*Task brief*:
Copy out each line of the entries below in which the string "names" appears.

[Opening Raw data section]

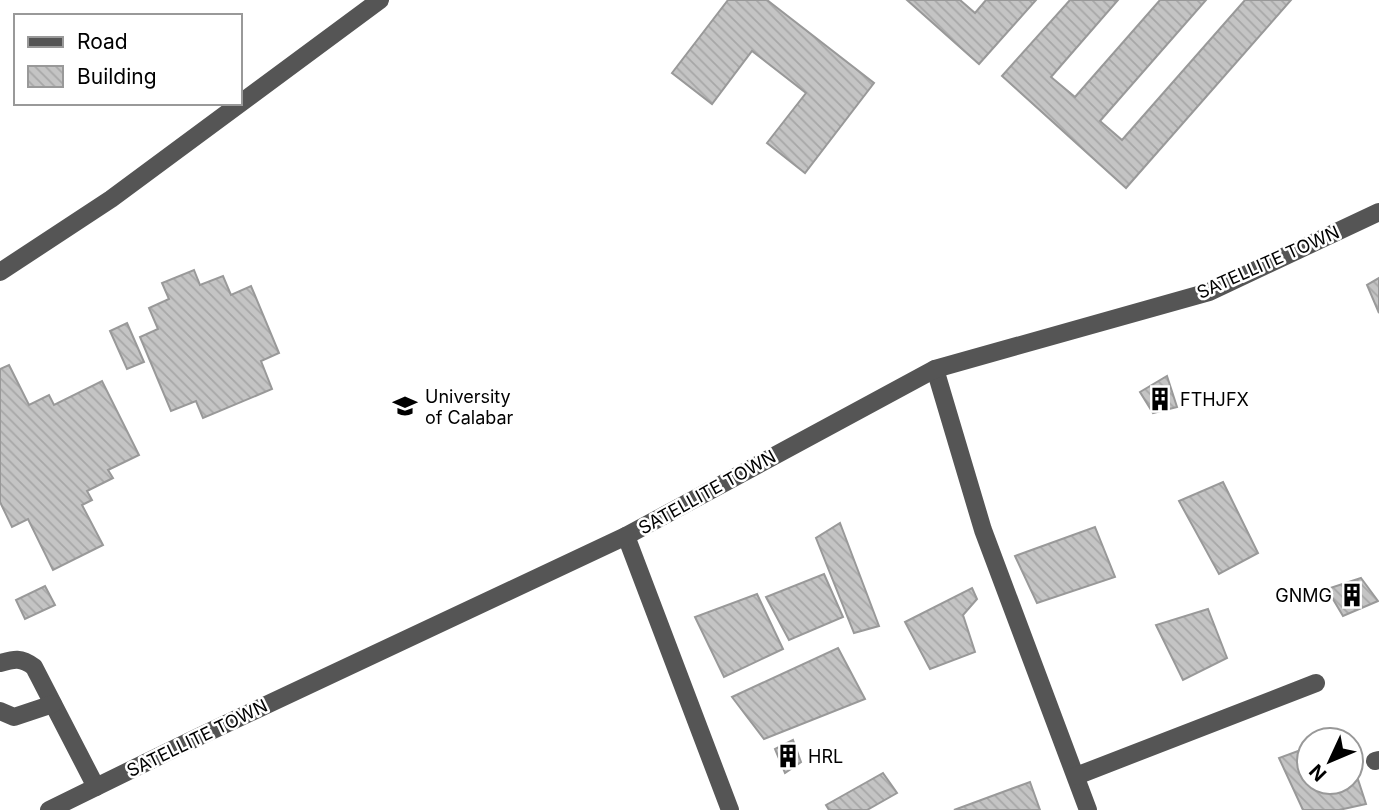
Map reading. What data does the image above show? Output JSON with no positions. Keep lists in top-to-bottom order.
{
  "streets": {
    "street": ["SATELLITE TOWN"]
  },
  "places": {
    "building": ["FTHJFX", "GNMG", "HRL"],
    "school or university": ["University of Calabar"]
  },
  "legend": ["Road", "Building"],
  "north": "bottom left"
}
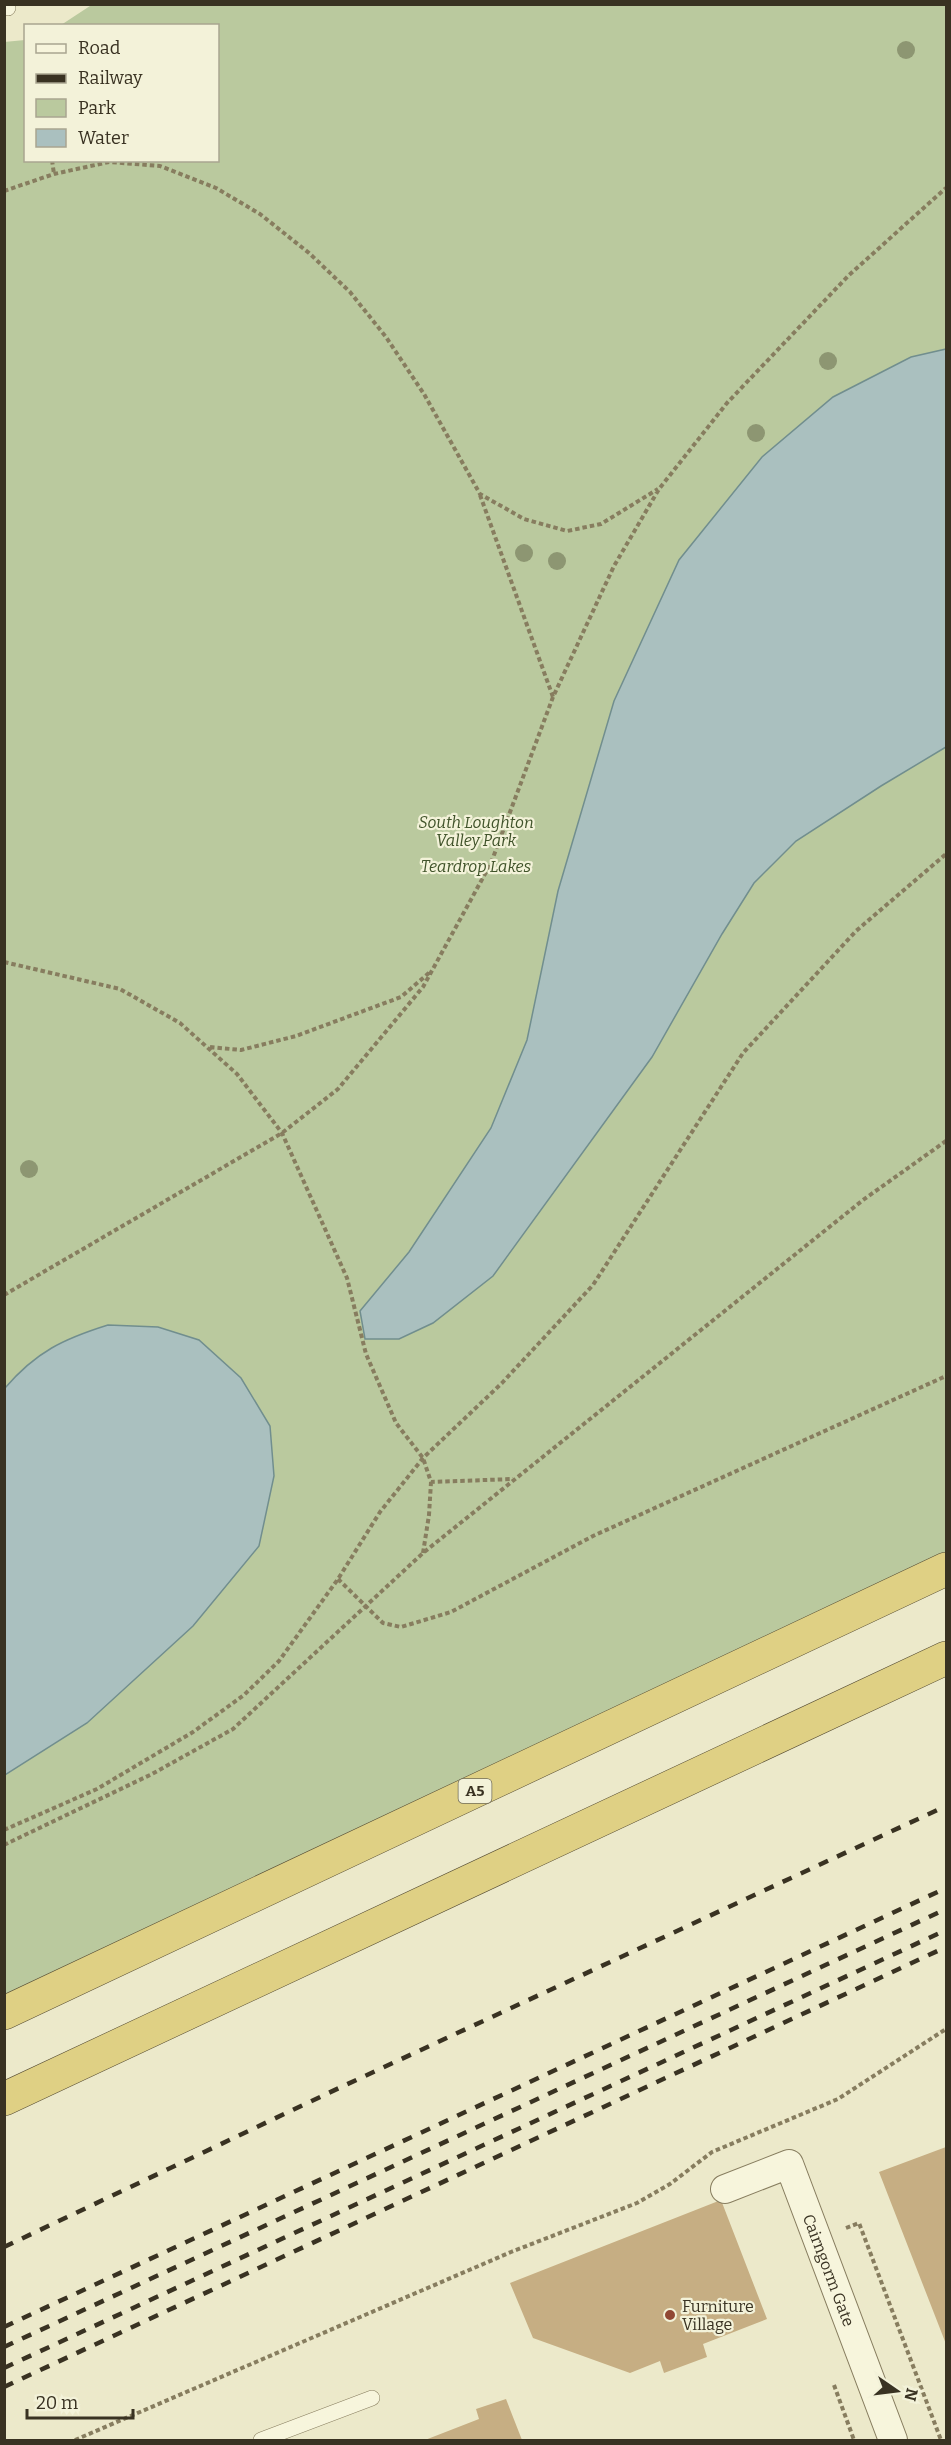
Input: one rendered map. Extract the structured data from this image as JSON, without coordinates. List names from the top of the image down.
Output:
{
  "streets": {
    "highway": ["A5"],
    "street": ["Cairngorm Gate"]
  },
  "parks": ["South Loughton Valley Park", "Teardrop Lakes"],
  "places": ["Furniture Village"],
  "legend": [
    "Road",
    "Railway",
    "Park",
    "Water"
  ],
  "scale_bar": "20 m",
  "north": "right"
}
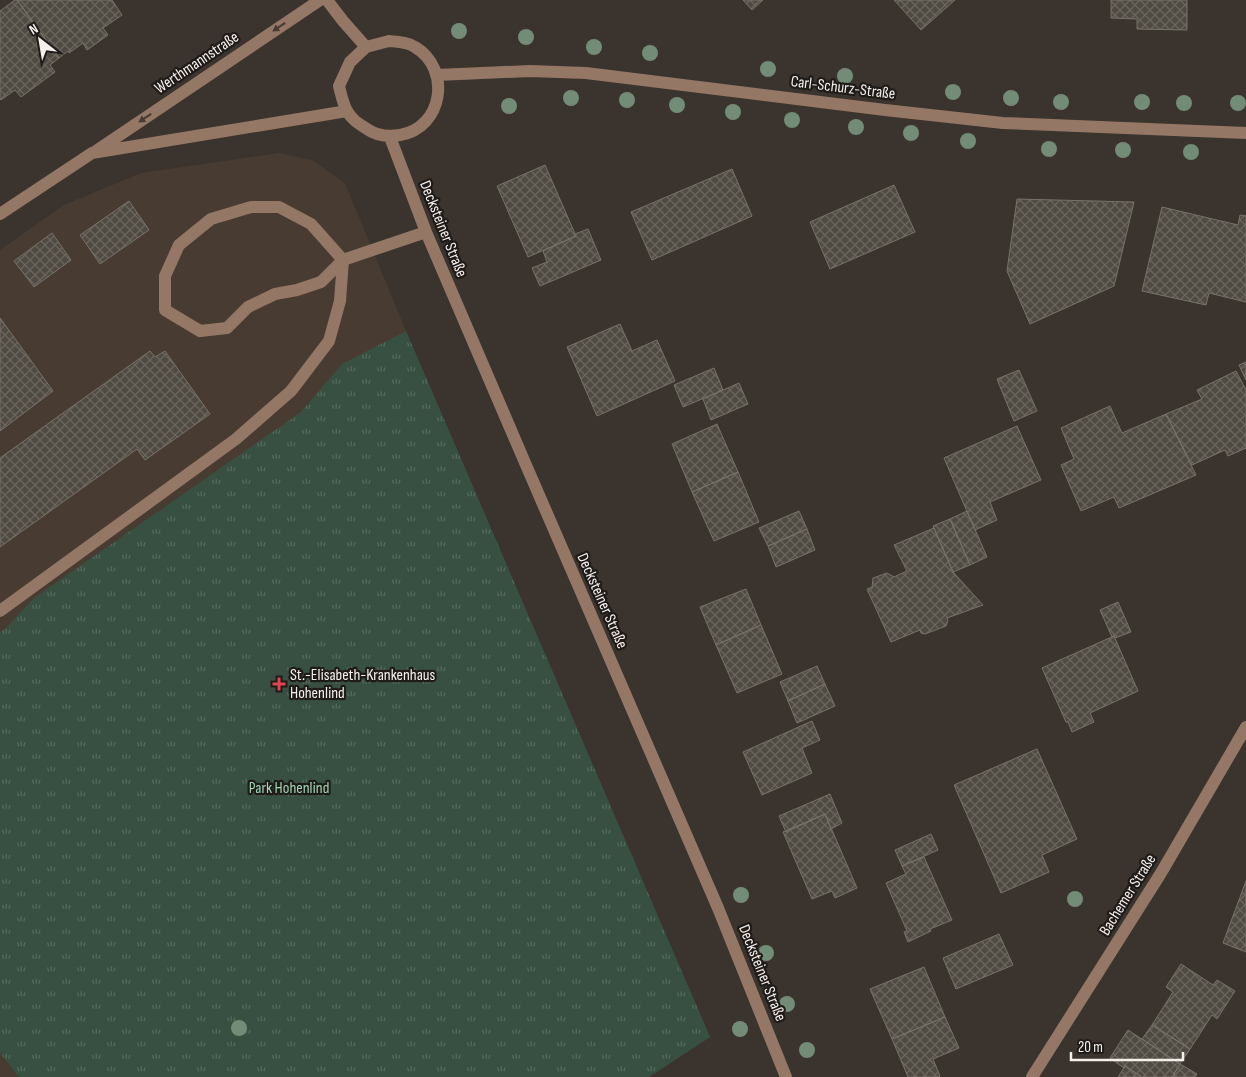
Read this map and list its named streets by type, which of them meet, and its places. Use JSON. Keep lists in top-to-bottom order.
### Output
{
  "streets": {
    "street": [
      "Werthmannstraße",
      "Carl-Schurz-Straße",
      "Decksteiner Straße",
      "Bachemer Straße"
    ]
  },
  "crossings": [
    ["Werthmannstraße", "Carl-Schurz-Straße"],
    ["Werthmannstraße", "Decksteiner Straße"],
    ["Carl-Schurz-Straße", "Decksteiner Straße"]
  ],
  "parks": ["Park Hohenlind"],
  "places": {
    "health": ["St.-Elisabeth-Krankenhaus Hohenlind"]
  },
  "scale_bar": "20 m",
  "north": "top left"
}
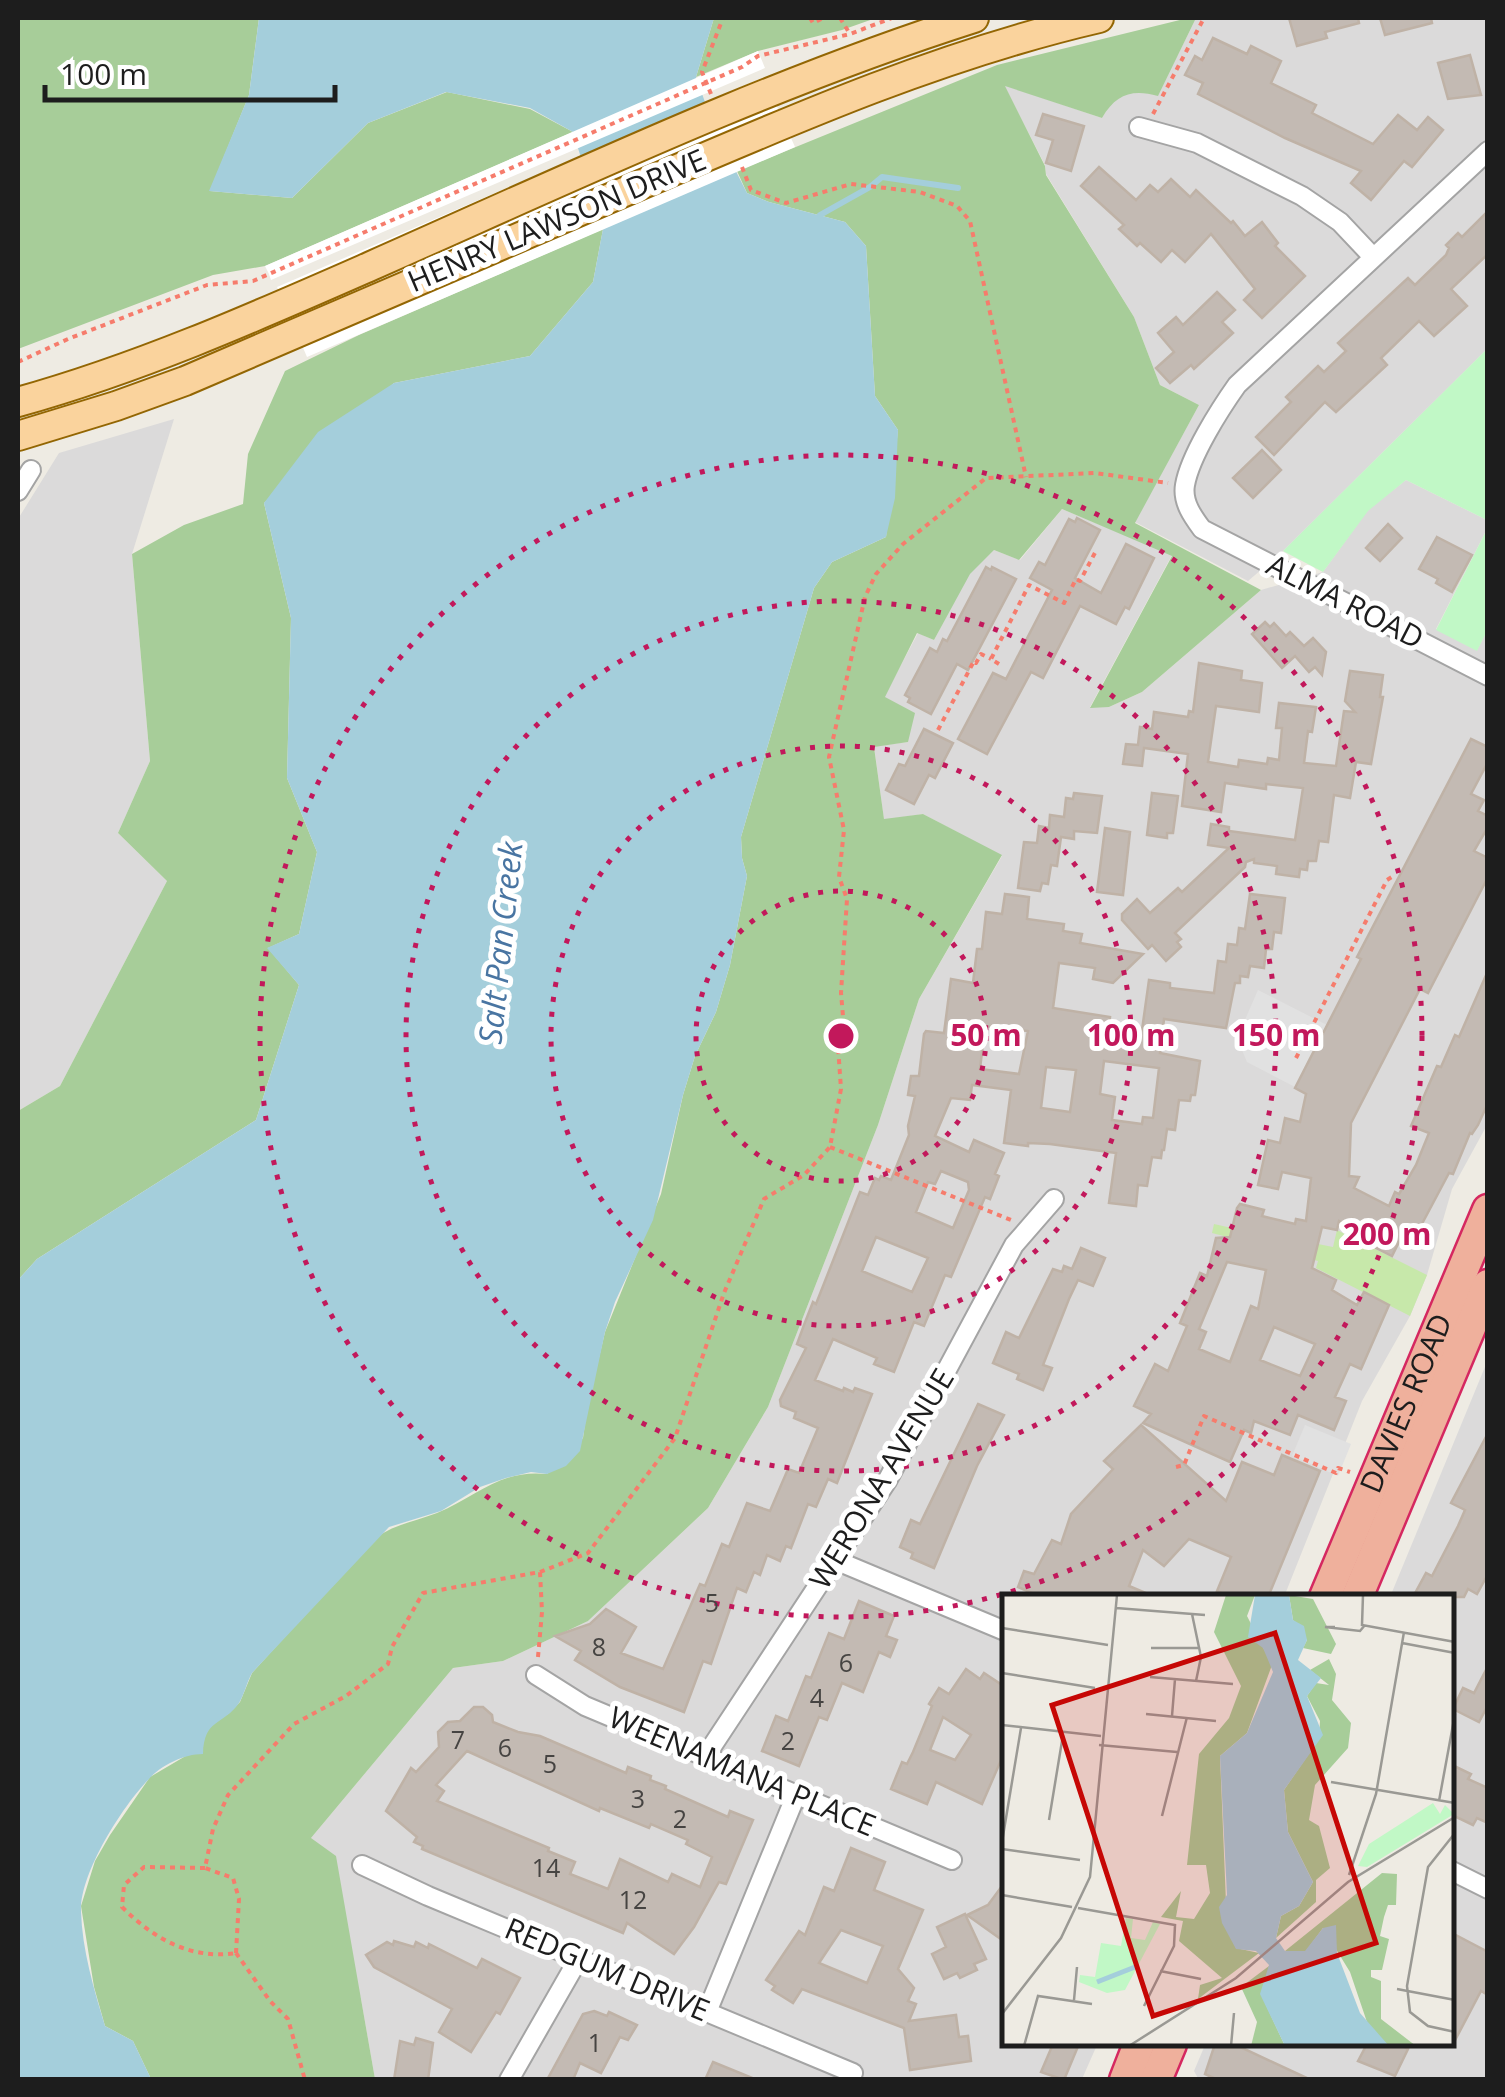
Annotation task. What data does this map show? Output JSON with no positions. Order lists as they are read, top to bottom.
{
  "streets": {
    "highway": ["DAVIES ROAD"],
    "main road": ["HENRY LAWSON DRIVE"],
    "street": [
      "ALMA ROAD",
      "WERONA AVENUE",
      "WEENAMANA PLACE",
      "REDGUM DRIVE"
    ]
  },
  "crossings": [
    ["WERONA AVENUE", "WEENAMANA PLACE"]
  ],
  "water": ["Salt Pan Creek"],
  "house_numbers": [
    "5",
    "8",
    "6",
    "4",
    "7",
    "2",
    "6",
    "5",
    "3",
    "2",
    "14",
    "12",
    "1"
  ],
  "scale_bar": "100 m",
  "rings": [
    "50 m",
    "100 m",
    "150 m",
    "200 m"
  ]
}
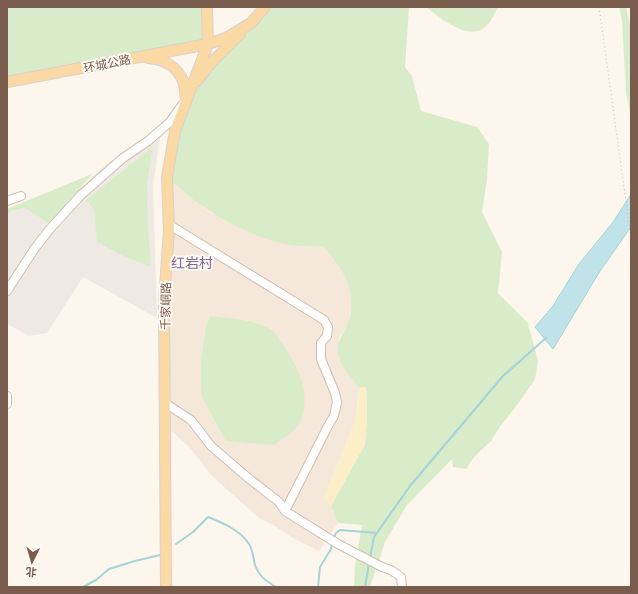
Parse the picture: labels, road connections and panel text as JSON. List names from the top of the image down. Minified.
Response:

[Closing Raw data section]

*Result of this exercise*:
Input: one rendered map. Extract the structured data from this image as JSON, without coordinates. List names from the top of the image down.
Parse the picture: labels, road connections and panel text as JSON. List names from the top of the image down. Minified.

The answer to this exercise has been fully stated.